The answer must be the full listing, repeated word for word.
(Beginning of Records supplied)
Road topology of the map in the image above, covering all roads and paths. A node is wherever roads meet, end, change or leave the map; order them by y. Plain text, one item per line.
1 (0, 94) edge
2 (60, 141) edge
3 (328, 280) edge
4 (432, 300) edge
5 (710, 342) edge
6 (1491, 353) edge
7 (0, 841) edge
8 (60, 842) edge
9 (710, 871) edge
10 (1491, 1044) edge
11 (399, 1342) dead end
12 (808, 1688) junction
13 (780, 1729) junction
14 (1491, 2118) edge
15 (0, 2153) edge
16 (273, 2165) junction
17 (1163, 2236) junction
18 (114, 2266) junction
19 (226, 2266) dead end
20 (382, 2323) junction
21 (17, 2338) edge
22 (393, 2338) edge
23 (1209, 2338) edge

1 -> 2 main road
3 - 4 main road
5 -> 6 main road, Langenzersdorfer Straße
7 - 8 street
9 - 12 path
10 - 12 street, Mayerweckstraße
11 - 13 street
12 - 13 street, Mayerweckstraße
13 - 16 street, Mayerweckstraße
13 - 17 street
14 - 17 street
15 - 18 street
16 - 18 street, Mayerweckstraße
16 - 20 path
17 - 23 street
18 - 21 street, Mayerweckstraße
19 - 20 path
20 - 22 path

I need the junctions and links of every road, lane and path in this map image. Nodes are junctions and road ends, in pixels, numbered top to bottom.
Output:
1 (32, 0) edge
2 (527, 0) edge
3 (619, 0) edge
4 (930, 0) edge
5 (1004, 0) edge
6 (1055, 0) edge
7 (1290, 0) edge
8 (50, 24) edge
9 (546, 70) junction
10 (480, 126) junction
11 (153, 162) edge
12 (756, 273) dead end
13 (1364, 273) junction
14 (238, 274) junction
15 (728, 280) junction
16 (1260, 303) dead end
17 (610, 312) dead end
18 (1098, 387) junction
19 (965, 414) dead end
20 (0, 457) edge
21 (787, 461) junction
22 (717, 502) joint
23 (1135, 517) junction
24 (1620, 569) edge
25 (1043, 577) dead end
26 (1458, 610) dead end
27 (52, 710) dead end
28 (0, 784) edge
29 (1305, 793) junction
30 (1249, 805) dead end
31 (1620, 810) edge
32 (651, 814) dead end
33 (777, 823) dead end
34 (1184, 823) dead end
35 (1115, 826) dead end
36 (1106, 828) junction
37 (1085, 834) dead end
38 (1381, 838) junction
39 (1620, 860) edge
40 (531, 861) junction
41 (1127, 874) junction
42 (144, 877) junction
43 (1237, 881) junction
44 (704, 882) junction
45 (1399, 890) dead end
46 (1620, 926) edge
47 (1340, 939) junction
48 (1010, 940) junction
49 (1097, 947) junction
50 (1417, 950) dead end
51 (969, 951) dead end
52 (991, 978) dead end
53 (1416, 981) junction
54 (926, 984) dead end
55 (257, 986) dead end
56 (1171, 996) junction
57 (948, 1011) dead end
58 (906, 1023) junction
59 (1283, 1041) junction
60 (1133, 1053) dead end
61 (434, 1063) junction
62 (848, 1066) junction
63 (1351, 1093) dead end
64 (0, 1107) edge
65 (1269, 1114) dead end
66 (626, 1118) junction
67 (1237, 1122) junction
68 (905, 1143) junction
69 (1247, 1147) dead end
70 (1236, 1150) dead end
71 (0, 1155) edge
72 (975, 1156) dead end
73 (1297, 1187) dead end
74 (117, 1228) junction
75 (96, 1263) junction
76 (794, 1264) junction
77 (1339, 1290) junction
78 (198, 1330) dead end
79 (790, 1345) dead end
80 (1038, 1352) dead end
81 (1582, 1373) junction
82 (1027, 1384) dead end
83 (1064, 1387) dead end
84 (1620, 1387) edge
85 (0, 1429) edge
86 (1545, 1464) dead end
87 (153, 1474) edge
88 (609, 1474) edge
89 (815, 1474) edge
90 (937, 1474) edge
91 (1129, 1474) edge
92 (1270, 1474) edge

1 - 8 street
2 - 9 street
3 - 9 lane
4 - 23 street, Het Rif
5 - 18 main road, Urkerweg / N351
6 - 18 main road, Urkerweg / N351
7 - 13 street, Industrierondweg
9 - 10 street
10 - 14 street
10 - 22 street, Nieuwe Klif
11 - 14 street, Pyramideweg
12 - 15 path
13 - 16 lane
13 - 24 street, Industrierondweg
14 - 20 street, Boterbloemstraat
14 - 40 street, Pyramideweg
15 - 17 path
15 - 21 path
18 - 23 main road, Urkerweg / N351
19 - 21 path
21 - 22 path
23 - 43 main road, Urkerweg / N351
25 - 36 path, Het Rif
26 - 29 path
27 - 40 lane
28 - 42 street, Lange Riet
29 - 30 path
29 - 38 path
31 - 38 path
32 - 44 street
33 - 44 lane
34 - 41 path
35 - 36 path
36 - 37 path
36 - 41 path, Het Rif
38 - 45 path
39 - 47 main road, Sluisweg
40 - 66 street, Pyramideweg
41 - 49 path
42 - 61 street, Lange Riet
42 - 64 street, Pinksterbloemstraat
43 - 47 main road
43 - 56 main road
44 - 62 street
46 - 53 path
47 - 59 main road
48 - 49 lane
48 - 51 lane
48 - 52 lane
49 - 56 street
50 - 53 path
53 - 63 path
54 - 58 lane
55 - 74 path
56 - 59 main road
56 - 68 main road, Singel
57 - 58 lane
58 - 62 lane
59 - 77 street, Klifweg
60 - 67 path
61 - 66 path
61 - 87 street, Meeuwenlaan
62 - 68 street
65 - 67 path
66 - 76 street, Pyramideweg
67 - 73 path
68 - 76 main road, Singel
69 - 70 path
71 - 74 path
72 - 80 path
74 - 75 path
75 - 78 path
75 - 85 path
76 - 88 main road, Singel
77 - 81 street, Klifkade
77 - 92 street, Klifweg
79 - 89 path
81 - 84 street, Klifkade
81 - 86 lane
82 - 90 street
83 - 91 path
(End of Records supplied)
▶ Written solution
Road topology of the map in the image above, covering all roads and paths. A node is wherever roads meet, end, change or leave the map; order them by y. Plain text, one item per line.
1 (0, 94) edge
2 (60, 141) edge
3 (328, 280) edge
4 (432, 300) edge
5 (710, 342) edge
6 (1491, 353) edge
7 (0, 841) edge
8 (60, 842) edge
9 (710, 871) edge
10 (1491, 1044) edge
11 (399, 1342) dead end
12 (808, 1688) junction
13 (780, 1729) junction
14 (1491, 2118) edge
15 (0, 2153) edge
16 (273, 2165) junction
17 (1163, 2236) junction
18 (114, 2266) junction
19 (226, 2266) dead end
20 (382, 2323) junction
21 (17, 2338) edge
22 (393, 2338) edge
23 (1209, 2338) edge

1 -> 2 main road
3 - 4 main road
5 -> 6 main road, Langenzersdorfer Straße
7 - 8 street
9 - 12 path
10 - 12 street, Mayerweckstraße
11 - 13 street
12 - 13 street, Mayerweckstraße
13 - 16 street, Mayerweckstraße
13 - 17 street
14 - 17 street
15 - 18 street
16 - 18 street, Mayerweckstraße
16 - 20 path
17 - 23 street
18 - 21 street, Mayerweckstraße
19 - 20 path
20 - 22 path

I need the junctions and links of every road, lane and path in this map image. Nodes are junctions and road ends, in pixels, numbered top to bottom.
Output:
1 (32, 0) edge
2 (527, 0) edge
3 (619, 0) edge
4 (930, 0) edge
5 (1004, 0) edge
6 (1055, 0) edge
7 (1290, 0) edge
8 (50, 24) edge
9 (546, 70) junction
10 (480, 126) junction
11 (153, 162) edge
12 (756, 273) dead end
13 (1364, 273) junction
14 (238, 274) junction
15 (728, 280) junction
16 (1260, 303) dead end
17 (610, 312) dead end
18 (1098, 387) junction
19 (965, 414) dead end
20 (0, 457) edge
21 (787, 461) junction
22 (717, 502) joint
23 (1135, 517) junction
24 (1620, 569) edge
25 (1043, 577) dead end
26 (1458, 610) dead end
27 (52, 710) dead end
28 (0, 784) edge
29 (1305, 793) junction
30 (1249, 805) dead end
31 (1620, 810) edge
32 (651, 814) dead end
33 (777, 823) dead end
34 (1184, 823) dead end
35 (1115, 826) dead end
36 (1106, 828) junction
37 (1085, 834) dead end
38 (1381, 838) junction
39 (1620, 860) edge
40 (531, 861) junction
41 (1127, 874) junction
42 (144, 877) junction
43 (1237, 881) junction
44 (704, 882) junction
45 (1399, 890) dead end
46 (1620, 926) edge
47 (1340, 939) junction
48 (1010, 940) junction
49 (1097, 947) junction
50 (1417, 950) dead end
51 (969, 951) dead end
52 (991, 978) dead end
53 (1416, 981) junction
54 (926, 984) dead end
55 (257, 986) dead end
56 (1171, 996) junction
57 (948, 1011) dead end
58 (906, 1023) junction
59 (1283, 1041) junction
60 (1133, 1053) dead end
61 (434, 1063) junction
62 (848, 1066) junction
63 (1351, 1093) dead end
64 (0, 1107) edge
65 (1269, 1114) dead end
66 (626, 1118) junction
67 (1237, 1122) junction
68 (905, 1143) junction
69 (1247, 1147) dead end
70 (1236, 1150) dead end
71 (0, 1155) edge
72 (975, 1156) dead end
73 (1297, 1187) dead end
74 (117, 1228) junction
75 (96, 1263) junction
76 (794, 1264) junction
77 (1339, 1290) junction
78 (198, 1330) dead end
79 (790, 1345) dead end
80 (1038, 1352) dead end
81 (1582, 1373) junction
82 (1027, 1384) dead end
83 (1064, 1387) dead end
84 (1620, 1387) edge
85 (0, 1429) edge
86 (1545, 1464) dead end
87 (153, 1474) edge
88 (609, 1474) edge
89 (815, 1474) edge
90 (937, 1474) edge
91 (1129, 1474) edge
92 (1270, 1474) edge

1 - 8 street
2 - 9 street
3 - 9 lane
4 - 23 street, Het Rif
5 - 18 main road, Urkerweg / N351
6 - 18 main road, Urkerweg / N351
7 - 13 street, Industrierondweg
9 - 10 street
10 - 14 street
10 - 22 street, Nieuwe Klif
11 - 14 street, Pyramideweg
12 - 15 path
13 - 16 lane
13 - 24 street, Industrierondweg
14 - 20 street, Boterbloemstraat
14 - 40 street, Pyramideweg
15 - 17 path
15 - 21 path
18 - 23 main road, Urkerweg / N351
19 - 21 path
21 - 22 path
23 - 43 main road, Urkerweg / N351
25 - 36 path, Het Rif
26 - 29 path
27 - 40 lane
28 - 42 street, Lange Riet
29 - 30 path
29 - 38 path
31 - 38 path
32 - 44 street
33 - 44 lane
34 - 41 path
35 - 36 path
36 - 37 path
36 - 41 path, Het Rif
38 - 45 path
39 - 47 main road, Sluisweg
40 - 66 street, Pyramideweg
41 - 49 path
42 - 61 street, Lange Riet
42 - 64 street, Pinksterbloemstraat
43 - 47 main road
43 - 56 main road
44 - 62 street
46 - 53 path
47 - 59 main road
48 - 49 lane
48 - 51 lane
48 - 52 lane
49 - 56 street
50 - 53 path
53 - 63 path
54 - 58 lane
55 - 74 path
56 - 59 main road
56 - 68 main road, Singel
57 - 58 lane
58 - 62 lane
59 - 77 street, Klifweg
60 - 67 path
61 - 66 path
61 - 87 street, Meeuwenlaan
62 - 68 street
65 - 67 path
66 - 76 street, Pyramideweg
67 - 73 path
68 - 76 main road, Singel
69 - 70 path
71 - 74 path
72 - 80 path
74 - 75 path
75 - 78 path
75 - 85 path
76 - 88 main road, Singel
77 - 81 street, Klifkade
77 - 92 street, Klifweg
79 - 89 path
81 - 84 street, Klifkade
81 - 86 lane
82 - 90 street
83 - 91 path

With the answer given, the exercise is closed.